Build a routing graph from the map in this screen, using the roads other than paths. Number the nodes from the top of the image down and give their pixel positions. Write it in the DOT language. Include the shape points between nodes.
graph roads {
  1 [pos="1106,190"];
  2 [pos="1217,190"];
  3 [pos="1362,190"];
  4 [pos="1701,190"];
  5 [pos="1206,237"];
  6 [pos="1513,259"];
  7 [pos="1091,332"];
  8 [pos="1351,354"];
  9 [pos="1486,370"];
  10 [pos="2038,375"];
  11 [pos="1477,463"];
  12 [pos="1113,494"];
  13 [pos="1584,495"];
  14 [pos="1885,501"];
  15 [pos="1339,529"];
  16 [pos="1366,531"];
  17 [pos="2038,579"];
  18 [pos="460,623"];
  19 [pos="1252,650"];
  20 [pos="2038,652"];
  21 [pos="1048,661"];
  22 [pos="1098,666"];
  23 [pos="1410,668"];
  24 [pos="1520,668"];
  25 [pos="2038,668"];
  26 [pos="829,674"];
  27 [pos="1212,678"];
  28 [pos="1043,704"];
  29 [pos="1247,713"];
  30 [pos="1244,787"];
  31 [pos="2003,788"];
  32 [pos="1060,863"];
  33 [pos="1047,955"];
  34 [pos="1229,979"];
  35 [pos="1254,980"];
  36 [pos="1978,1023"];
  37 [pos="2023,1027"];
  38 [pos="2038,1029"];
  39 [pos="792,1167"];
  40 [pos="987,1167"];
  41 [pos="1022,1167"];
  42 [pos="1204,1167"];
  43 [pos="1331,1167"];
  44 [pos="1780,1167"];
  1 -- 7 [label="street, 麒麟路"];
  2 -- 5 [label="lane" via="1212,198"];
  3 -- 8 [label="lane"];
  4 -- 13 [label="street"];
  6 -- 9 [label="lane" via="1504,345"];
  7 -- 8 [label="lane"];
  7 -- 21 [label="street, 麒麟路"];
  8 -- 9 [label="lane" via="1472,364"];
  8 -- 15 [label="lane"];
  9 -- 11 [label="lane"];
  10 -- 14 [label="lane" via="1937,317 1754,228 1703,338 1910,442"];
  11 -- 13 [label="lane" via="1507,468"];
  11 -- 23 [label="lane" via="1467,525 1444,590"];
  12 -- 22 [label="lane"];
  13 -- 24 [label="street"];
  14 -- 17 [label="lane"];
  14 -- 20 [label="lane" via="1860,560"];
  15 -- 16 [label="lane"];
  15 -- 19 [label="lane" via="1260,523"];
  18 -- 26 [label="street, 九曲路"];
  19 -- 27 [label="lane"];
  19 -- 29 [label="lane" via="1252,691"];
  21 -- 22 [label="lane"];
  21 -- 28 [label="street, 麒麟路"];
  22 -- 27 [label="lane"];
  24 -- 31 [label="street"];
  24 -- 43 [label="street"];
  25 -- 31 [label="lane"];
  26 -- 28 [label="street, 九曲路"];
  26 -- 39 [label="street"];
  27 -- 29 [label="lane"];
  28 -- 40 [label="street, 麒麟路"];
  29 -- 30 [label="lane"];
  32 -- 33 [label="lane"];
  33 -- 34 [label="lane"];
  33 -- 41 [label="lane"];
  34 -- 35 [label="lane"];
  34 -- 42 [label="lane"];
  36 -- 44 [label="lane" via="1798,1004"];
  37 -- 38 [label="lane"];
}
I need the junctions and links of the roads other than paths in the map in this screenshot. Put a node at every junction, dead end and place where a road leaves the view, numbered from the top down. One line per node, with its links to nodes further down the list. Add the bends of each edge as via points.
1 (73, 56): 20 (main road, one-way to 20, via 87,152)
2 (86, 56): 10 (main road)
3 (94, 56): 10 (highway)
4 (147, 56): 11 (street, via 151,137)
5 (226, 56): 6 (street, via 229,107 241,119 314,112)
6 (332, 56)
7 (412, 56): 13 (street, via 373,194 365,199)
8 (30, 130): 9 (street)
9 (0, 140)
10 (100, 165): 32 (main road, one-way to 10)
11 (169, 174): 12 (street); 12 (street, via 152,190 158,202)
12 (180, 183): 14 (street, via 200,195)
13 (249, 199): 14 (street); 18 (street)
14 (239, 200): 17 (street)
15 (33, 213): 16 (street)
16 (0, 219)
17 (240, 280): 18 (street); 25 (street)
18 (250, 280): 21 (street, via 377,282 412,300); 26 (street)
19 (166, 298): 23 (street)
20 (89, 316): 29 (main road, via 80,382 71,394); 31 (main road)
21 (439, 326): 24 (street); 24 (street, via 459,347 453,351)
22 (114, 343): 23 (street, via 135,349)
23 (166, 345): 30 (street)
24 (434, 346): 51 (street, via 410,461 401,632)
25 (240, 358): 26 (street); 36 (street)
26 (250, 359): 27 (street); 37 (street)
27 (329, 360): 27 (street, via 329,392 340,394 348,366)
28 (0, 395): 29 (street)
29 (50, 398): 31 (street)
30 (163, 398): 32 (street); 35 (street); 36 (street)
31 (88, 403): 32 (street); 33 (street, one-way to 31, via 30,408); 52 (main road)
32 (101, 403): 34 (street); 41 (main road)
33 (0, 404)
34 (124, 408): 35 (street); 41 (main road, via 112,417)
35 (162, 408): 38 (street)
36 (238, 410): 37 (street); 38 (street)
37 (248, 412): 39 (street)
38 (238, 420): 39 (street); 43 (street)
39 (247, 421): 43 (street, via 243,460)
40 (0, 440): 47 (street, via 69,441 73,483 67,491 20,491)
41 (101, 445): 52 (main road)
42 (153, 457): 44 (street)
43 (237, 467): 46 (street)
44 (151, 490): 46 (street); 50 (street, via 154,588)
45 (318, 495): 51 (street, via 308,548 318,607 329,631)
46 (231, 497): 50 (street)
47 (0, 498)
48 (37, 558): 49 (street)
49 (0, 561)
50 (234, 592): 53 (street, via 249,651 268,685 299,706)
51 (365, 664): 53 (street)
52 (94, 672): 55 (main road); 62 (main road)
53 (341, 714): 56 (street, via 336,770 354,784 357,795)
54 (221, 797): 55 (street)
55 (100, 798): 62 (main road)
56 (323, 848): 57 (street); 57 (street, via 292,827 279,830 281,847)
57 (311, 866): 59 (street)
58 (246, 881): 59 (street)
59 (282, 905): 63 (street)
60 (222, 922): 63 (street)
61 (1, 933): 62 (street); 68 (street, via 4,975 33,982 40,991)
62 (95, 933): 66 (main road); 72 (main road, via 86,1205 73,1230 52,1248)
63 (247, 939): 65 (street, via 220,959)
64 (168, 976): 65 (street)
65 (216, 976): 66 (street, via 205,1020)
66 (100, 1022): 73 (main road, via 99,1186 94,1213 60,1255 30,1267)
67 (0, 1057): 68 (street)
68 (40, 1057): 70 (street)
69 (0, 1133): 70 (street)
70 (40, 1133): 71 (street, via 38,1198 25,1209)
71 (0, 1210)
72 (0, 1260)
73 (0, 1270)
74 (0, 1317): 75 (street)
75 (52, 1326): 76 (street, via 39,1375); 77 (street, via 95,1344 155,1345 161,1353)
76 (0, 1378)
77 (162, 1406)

-=-=-

Work task: In full and word for word, set down the records shown above.

Task answer:
Build a routing graph from the map in this screen, using the roads other than paths. Number the nodes from the top of the image down and give their pixel positions. Write it in the DOT language. Include the shape points between nodes.
graph roads {
  1 [pos="1106,190"];
  2 [pos="1217,190"];
  3 [pos="1362,190"];
  4 [pos="1701,190"];
  5 [pos="1206,237"];
  6 [pos="1513,259"];
  7 [pos="1091,332"];
  8 [pos="1351,354"];
  9 [pos="1486,370"];
  10 [pos="2038,375"];
  11 [pos="1477,463"];
  12 [pos="1113,494"];
  13 [pos="1584,495"];
  14 [pos="1885,501"];
  15 [pos="1339,529"];
  16 [pos="1366,531"];
  17 [pos="2038,579"];
  18 [pos="460,623"];
  19 [pos="1252,650"];
  20 [pos="2038,652"];
  21 [pos="1048,661"];
  22 [pos="1098,666"];
  23 [pos="1410,668"];
  24 [pos="1520,668"];
  25 [pos="2038,668"];
  26 [pos="829,674"];
  27 [pos="1212,678"];
  28 [pos="1043,704"];
  29 [pos="1247,713"];
  30 [pos="1244,787"];
  31 [pos="2003,788"];
  32 [pos="1060,863"];
  33 [pos="1047,955"];
  34 [pos="1229,979"];
  35 [pos="1254,980"];
  36 [pos="1978,1023"];
  37 [pos="2023,1027"];
  38 [pos="2038,1029"];
  39 [pos="792,1167"];
  40 [pos="987,1167"];
  41 [pos="1022,1167"];
  42 [pos="1204,1167"];
  43 [pos="1331,1167"];
  44 [pos="1780,1167"];
  1 -- 7 [label="street, 麒麟路"];
  2 -- 5 [label="lane" via="1212,198"];
  3 -- 8 [label="lane"];
  4 -- 13 [label="street"];
  6 -- 9 [label="lane" via="1504,345"];
  7 -- 8 [label="lane"];
  7 -- 21 [label="street, 麒麟路"];
  8 -- 9 [label="lane" via="1472,364"];
  8 -- 15 [label="lane"];
  9 -- 11 [label="lane"];
  10 -- 14 [label="lane" via="1937,317 1754,228 1703,338 1910,442"];
  11 -- 13 [label="lane" via="1507,468"];
  11 -- 23 [label="lane" via="1467,525 1444,590"];
  12 -- 22 [label="lane"];
  13 -- 24 [label="street"];
  14 -- 17 [label="lane"];
  14 -- 20 [label="lane" via="1860,560"];
  15 -- 16 [label="lane"];
  15 -- 19 [label="lane" via="1260,523"];
  18 -- 26 [label="street, 九曲路"];
  19 -- 27 [label="lane"];
  19 -- 29 [label="lane" via="1252,691"];
  21 -- 22 [label="lane"];
  21 -- 28 [label="street, 麒麟路"];
  22 -- 27 [label="lane"];
  24 -- 31 [label="street"];
  24 -- 43 [label="street"];
  25 -- 31 [label="lane"];
  26 -- 28 [label="street, 九曲路"];
  26 -- 39 [label="street"];
  27 -- 29 [label="lane"];
  28 -- 40 [label="street, 麒麟路"];
  29 -- 30 [label="lane"];
  32 -- 33 [label="lane"];
  33 -- 34 [label="lane"];
  33 -- 41 [label="lane"];
  34 -- 35 [label="lane"];
  34 -- 42 [label="lane"];
  36 -- 44 [label="lane" via="1798,1004"];
  37 -- 38 [label="lane"];
}
I need the junctions and links of the roads other than paths in the map in this screenshot. Put a node at every junction, dead end and place where a road leaves the view, numbered from the top down. One line per node, with its links to nodes further down the list. Add the bends of each edge as via points.
1 (73, 56): 20 (main road, one-way to 20, via 87,152)
2 (86, 56): 10 (main road)
3 (94, 56): 10 (highway)
4 (147, 56): 11 (street, via 151,137)
5 (226, 56): 6 (street, via 229,107 241,119 314,112)
6 (332, 56)
7 (412, 56): 13 (street, via 373,194 365,199)
8 (30, 130): 9 (street)
9 (0, 140)
10 (100, 165): 32 (main road, one-way to 10)
11 (169, 174): 12 (street); 12 (street, via 152,190 158,202)
12 (180, 183): 14 (street, via 200,195)
13 (249, 199): 14 (street); 18 (street)
14 (239, 200): 17 (street)
15 (33, 213): 16 (street)
16 (0, 219)
17 (240, 280): 18 (street); 25 (street)
18 (250, 280): 21 (street, via 377,282 412,300); 26 (street)
19 (166, 298): 23 (street)
20 (89, 316): 29 (main road, via 80,382 71,394); 31 (main road)
21 (439, 326): 24 (street); 24 (street, via 459,347 453,351)
22 (114, 343): 23 (street, via 135,349)
23 (166, 345): 30 (street)
24 (434, 346): 51 (street, via 410,461 401,632)
25 (240, 358): 26 (street); 36 (street)
26 (250, 359): 27 (street); 37 (street)
27 (329, 360): 27 (street, via 329,392 340,394 348,366)
28 (0, 395): 29 (street)
29 (50, 398): 31 (street)
30 (163, 398): 32 (street); 35 (street); 36 (street)
31 (88, 403): 32 (street); 33 (street, one-way to 31, via 30,408); 52 (main road)
32 (101, 403): 34 (street); 41 (main road)
33 (0, 404)
34 (124, 408): 35 (street); 41 (main road, via 112,417)
35 (162, 408): 38 (street)
36 (238, 410): 37 (street); 38 (street)
37 (248, 412): 39 (street)
38 (238, 420): 39 (street); 43 (street)
39 (247, 421): 43 (street, via 243,460)
40 (0, 440): 47 (street, via 69,441 73,483 67,491 20,491)
41 (101, 445): 52 (main road)
42 (153, 457): 44 (street)
43 (237, 467): 46 (street)
44 (151, 490): 46 (street); 50 (street, via 154,588)
45 (318, 495): 51 (street, via 308,548 318,607 329,631)
46 (231, 497): 50 (street)
47 (0, 498)
48 (37, 558): 49 (street)
49 (0, 561)
50 (234, 592): 53 (street, via 249,651 268,685 299,706)
51 (365, 664): 53 (street)
52 (94, 672): 55 (main road); 62 (main road)
53 (341, 714): 56 (street, via 336,770 354,784 357,795)
54 (221, 797): 55 (street)
55 (100, 798): 62 (main road)
56 (323, 848): 57 (street); 57 (street, via 292,827 279,830 281,847)
57 (311, 866): 59 (street)
58 (246, 881): 59 (street)
59 (282, 905): 63 (street)
60 (222, 922): 63 (street)
61 (1, 933): 62 (street); 68 (street, via 4,975 33,982 40,991)
62 (95, 933): 66 (main road); 72 (main road, via 86,1205 73,1230 52,1248)
63 (247, 939): 65 (street, via 220,959)
64 (168, 976): 65 (street)
65 (216, 976): 66 (street, via 205,1020)
66 (100, 1022): 73 (main road, via 99,1186 94,1213 60,1255 30,1267)
67 (0, 1057): 68 (street)
68 (40, 1057): 70 (street)
69 (0, 1133): 70 (street)
70 (40, 1133): 71 (street, via 38,1198 25,1209)
71 (0, 1210)
72 (0, 1260)
73 (0, 1270)
74 (0, 1317): 75 (street)
75 (52, 1326): 76 (street, via 39,1375); 77 (street, via 95,1344 155,1345 161,1353)
76 (0, 1378)
77 (162, 1406)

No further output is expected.